Nachdem er erst am Vormittag mit dem 'Angels Flyer' der Angels, Transcontinental and Sersta Fast Railroad in Angels Harbour angekommen war, saß er nun mit einem Reporter der Angels Times auf der Terrasse des Top-of-the-Hills-Hospice in Marlons Hills und gab diesem im Hinblick auf sein Konzert am Abend in der Maea-Buffum-Musichall ein Interview.
"So fühlen Sie sich also wohl in Angels Harbour?" erkundigte sich der Reporter auch sogleich.

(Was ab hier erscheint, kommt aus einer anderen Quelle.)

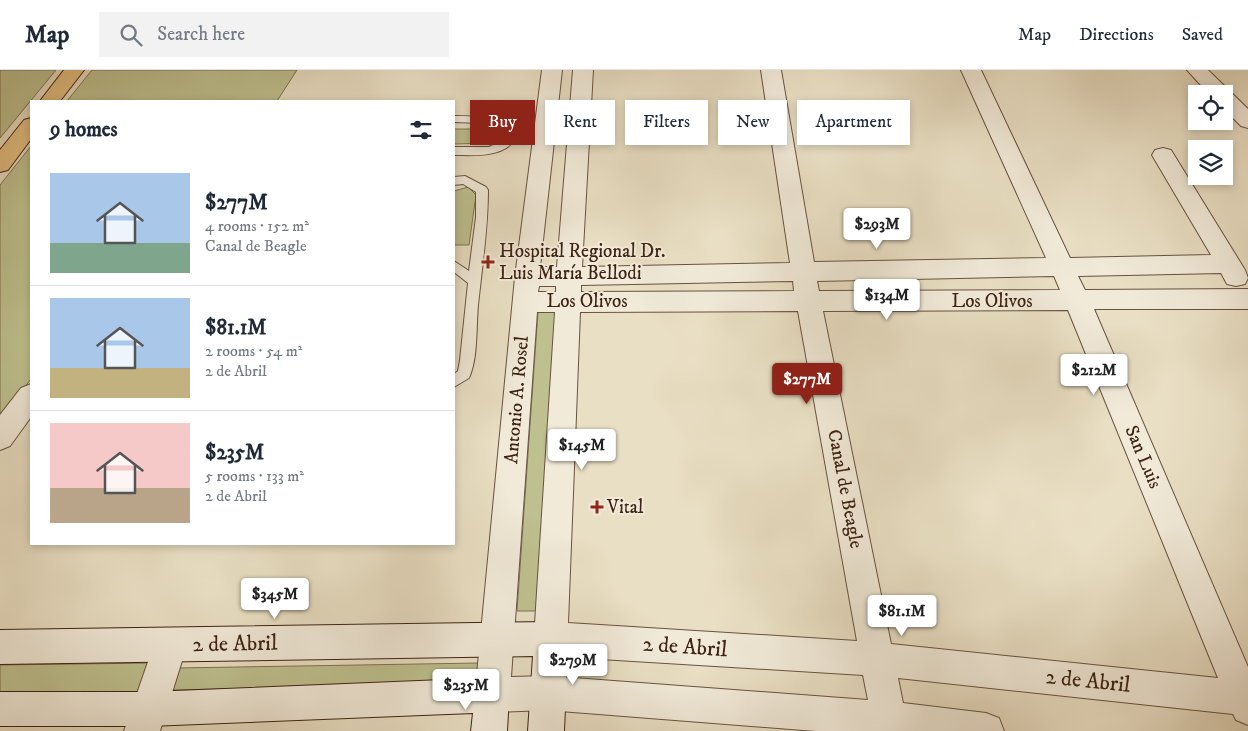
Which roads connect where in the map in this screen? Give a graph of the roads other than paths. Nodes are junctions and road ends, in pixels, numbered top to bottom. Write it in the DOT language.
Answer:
graph roads {
  1 [pos="74,70"];
  2 [pos="552,70"];
  3 [pos="583,70"];
  4 [pos="772,70"];
  5 [pos="971,70"];
  6 [pos="1197,70"];
  7 [pos="1212,85"];
  8 [pos="51,100"];
  9 [pos="1233,106"];
  10 [pos="455,119"];
  11 [pos="1248,121"];
  12 [pos="30,126"];
  13 [pos="455,151"];
  14 [pos="1163,155"];
  15 [pos="0,165"];
  16 [pos="455,181"];
  17 [pos="1228,264"];
  18 [pos="1061,266"];
  19 [pos="455,267"];
  20 [pos="803,271"];
  21 [pos="474,281"];
  22 [pos="569,288"];
  23 [pos="526,289"];
  24 [pos="1247,293"];
  25 [pos="1077,300"];
  26 [pos="808,301"];
  27 [pos="455,380"];
  28 [pos="30,397"];
  29 [pos="0,437"];
  30 [pos="551,639"];
  31 [pos="498,641"];
  32 [pos="170,645"];
  33 [pos="0,647"];
  34 [pos="877,659"];
  35 [pos="547,693"];
  36 [pos="492,695"];
  37 [pos="1246,701"];
  38 [pos="0,709"];
  39 [pos="145,720"];
  40 [pos="889,725"];
  41 [pos="489,731"];
  42 [pos="546,731"];
  43 [pos="986,731"];
  1 -- 8 [label="main road"];
  2 -- 23 [label="street, Antonio A. Rosel"];
  3 -- 22 [label="street"];
  4 -- 20 [label="street, Canal de Beagle"];
  5 -- 18 [label="street, San Luis"];
  6 -- 7 [label="street"];
  9 -- 11 [label="street"];
  10 -- 13 [label="lane"];
  12 -- 15 [label="main road"];
  14 -- 17 [label="street"];
  16 -- 21 [label="lane"];
  17 -- 18 [label="street, Los Olivos"];
  17 -- 24 [label="street"];
  18 -- 20 [label="street, Los Olivos"];
  18 -- 25 [label="street, San Luis"];
  19 -- 21 [label="lane"];
  20 -- 22 [label="street, Los Olivos"];
  20 -- 26 [label="street, Canal de Beagle"];
  21 -- 27 [label="lane"];
  22 -- 23 [label="street, Los Olivos"];
  22 -- 26 [label="street, Los Olivos"];
  22 -- 30 [label="street"];
  23 -- 31 [label="street, Antonio A. Rosel"];
  24 -- 25 [label="street, Los Olivos"];
  25 -- 26 [label="street, Los Olivos"];
  25 -- 37 [label="street, San Luis"];
  26 -- 34 [label="street, Canal de Beagle"];
  28 -- 29 [label="street"];
  30 -- 31 [label="street, 2 de Abril"];
  30 -- 34 [label="street, 2 de Abril"];
  30 -- 35 [label="street"];
  31 -- 32 [label="street, 2 de Abril"];
  31 -- 36 [label="street, Antonio A. Rosel"];
  32 -- 33 [label="street, 2 de Abril"];
  32 -- 39 [label="street"];
  34 -- 37 [label="street, 2 de Abril"];
  34 -- 40 [label="street, Canal de Beagle"];
  35 -- 36 [label="street"];
  35 -- 40 [label="street"];
  35 -- 42 [label="street"];
  36 -- 39 [label="street"];
  36 -- 41 [label="street, Antonio A. Rosel"];
  38 -- 39 [label="street"];
  40 -- 43 [label="street"];
}
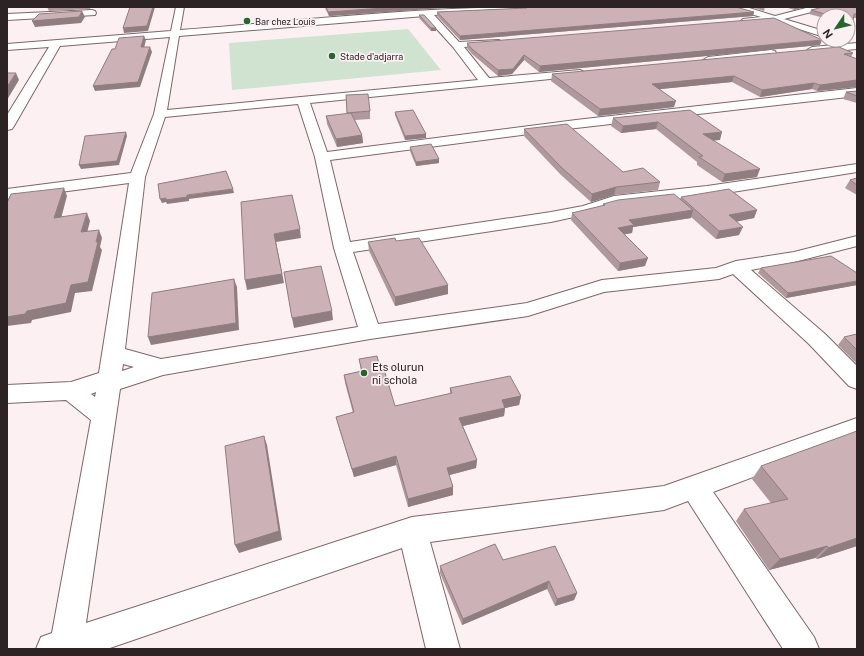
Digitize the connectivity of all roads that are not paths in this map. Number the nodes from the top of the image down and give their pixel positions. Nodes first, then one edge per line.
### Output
1 (180, 7) edge
2 (527, 7) edge
3 (737, 7) edge
4 (816, 7) edge
5 (94, 10) edge
6 (427, 13) junction
7 (7, 17) edge
8 (773, 19) junction
9 (734, 22) edge
10 (816, 32) edge
11 (86, 33) junction
12 (174, 33) junction
13 (504, 41) edge
14 (57, 42) junction
15 (457, 45) junction
16 (857, 45) edge
17 (7, 47) edge
18 (802, 51) edge
19 (779, 53) edge
20 (694, 61) edge
21 (588, 72) edge
22 (486, 82) junction
23 (857, 92) edge
24 (304, 101) junction
25 (160, 114) junction
26 (7, 126) edge
27 (322, 157) junction
28 (857, 168) edge
29 (137, 177) junction
30 (7, 194) edge
31 (857, 241) edge
32 (343, 248) junction
33 (728, 270) junction
34 (370, 332) junction
35 (112, 353) junction
36 (161, 367) junction
37 (857, 380) edge
38 (109, 382) junction
39 (71, 391) junction
40 (7, 394) edge
41 (103, 416) junction
42 (857, 428) edge
43 (695, 488) junction
44 (412, 530) junction
45 (62, 648) edge
46 (443, 649) edge
47 (802, 649) edge

1 - 12 street
2 - 6 street
3 - 8 street
4 - 8 street
5 - 7 street
5 - 11 street
6 - 12 street
6 - 15 street
8 - 9 street
8 - 10 street
11 - 12 street
11 - 14 street
12 - 25 street
13 - 15 street
14 - 17 street
14 - 26 street
15 - 22 street
16 - 18 street
19 - 20 street
21 - 22 street
22 - 24 street
23 - 27 street
24 - 25 street
24 - 27 street
25 - 29 street
27 - 32 street
28 - 32 street
29 - 30 street
29 - 35 street
31 - 33 street
32 - 34 street
33 - 34 street
33 - 37 street
34 - 36 street
35 - 36 street
35 - 38 street
36 - 38 street
38 - 39 street
38 - 41 street
39 - 40 street
39 - 41 street
41 - 45 street
42 - 43 street
43 - 44 street
43 - 47 street
44 - 45 street
44 - 46 street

"Nun ja" erwiderte Isador lachend, "es wäre ja auch seltsam wenn ich mich in der Stadt von Safflowerwood und Sunset Alley nicht wohlfühlen würde."
"Wo Sie schon Safflowerwood erwähnen, es gehen Gerüchte um, dass Sie Angebote für einen - oder gar mehrere? - Filme vorliegen haben" führte der Zeitungsmensch seine Fragerunde fort, "unter anderem soll man Ihnen angeboten haben mit Marlon Myers, Baron Dean oder Minon Saley zu drehen?"
"Solche Angebote gibt es tatsächlich" erwiderte Isador grinsend, "es gibt so einige Produzenten die gerne die Ersten wären mit der Verfilmung eines male same-sex Drama oder einer ebensolchen Liebesgeschichte.
Das ist ja auch nicht verwunderlich, dass die Filmbranche auf die seit der Inthronisation von König Trevon stattgefundenen gesellschaftlichen Veränderungen reagiert..."
"Sie wären also nicht abgeneigt?" hakte der Reporter noch einmal nach.
"Oh nein, ganz und garnicht, ich meine, wer würde nicht gerne an der Seite der vorhin erwähnten Herren in einem Film auftreten?" bestätigte ihm Isador daraufhin.
"Es gibt ja auch kritische Stimmen die meinen, Sie ständen für eine Sorenisierung der angevinischen Kultur, was sagen Sie diesen Leuten?" wollte der Reporter nun wissen.
"Ganz ehrlich?" erwiderte Isador belustigt, "ich finde es amüsant, dass ausgerechnet ich als Nordenländer jetzt Angevinien mehr sorenisch machen soll. Vielleicht nordenisiere ich ja auch Sore? Im übrigen, wir leben in einer Zeit, in der die Dinge internationaler werden, in der die Entwicklungsabstände zwischen den einzelnen Ländern und Völkern geringer werden, das wird gerade in der Kultur nirgends ohne Auswirkungen bleiben. Ich bin aber dennoch sicher, dass der angevinische Kultur und dem angevinische Film einen ganz eigene  Form erhalten bleiben wird."
"Und der Musik?" versuchte der Zeitungsmensch zu scherzen.
"Also, wenn Sie bei meiner Unterhaltungsmusik schon von Kultur sprechen, fühle ich mich zunächst einmal geschmeichelt" nahm Isador den Ball auf und spielte ihn dann ganz elegant weiter: "Aber in der Musik haben wir uns doch schon immer gegenseitig beeinflusst. Und sei es auch über Umwege..."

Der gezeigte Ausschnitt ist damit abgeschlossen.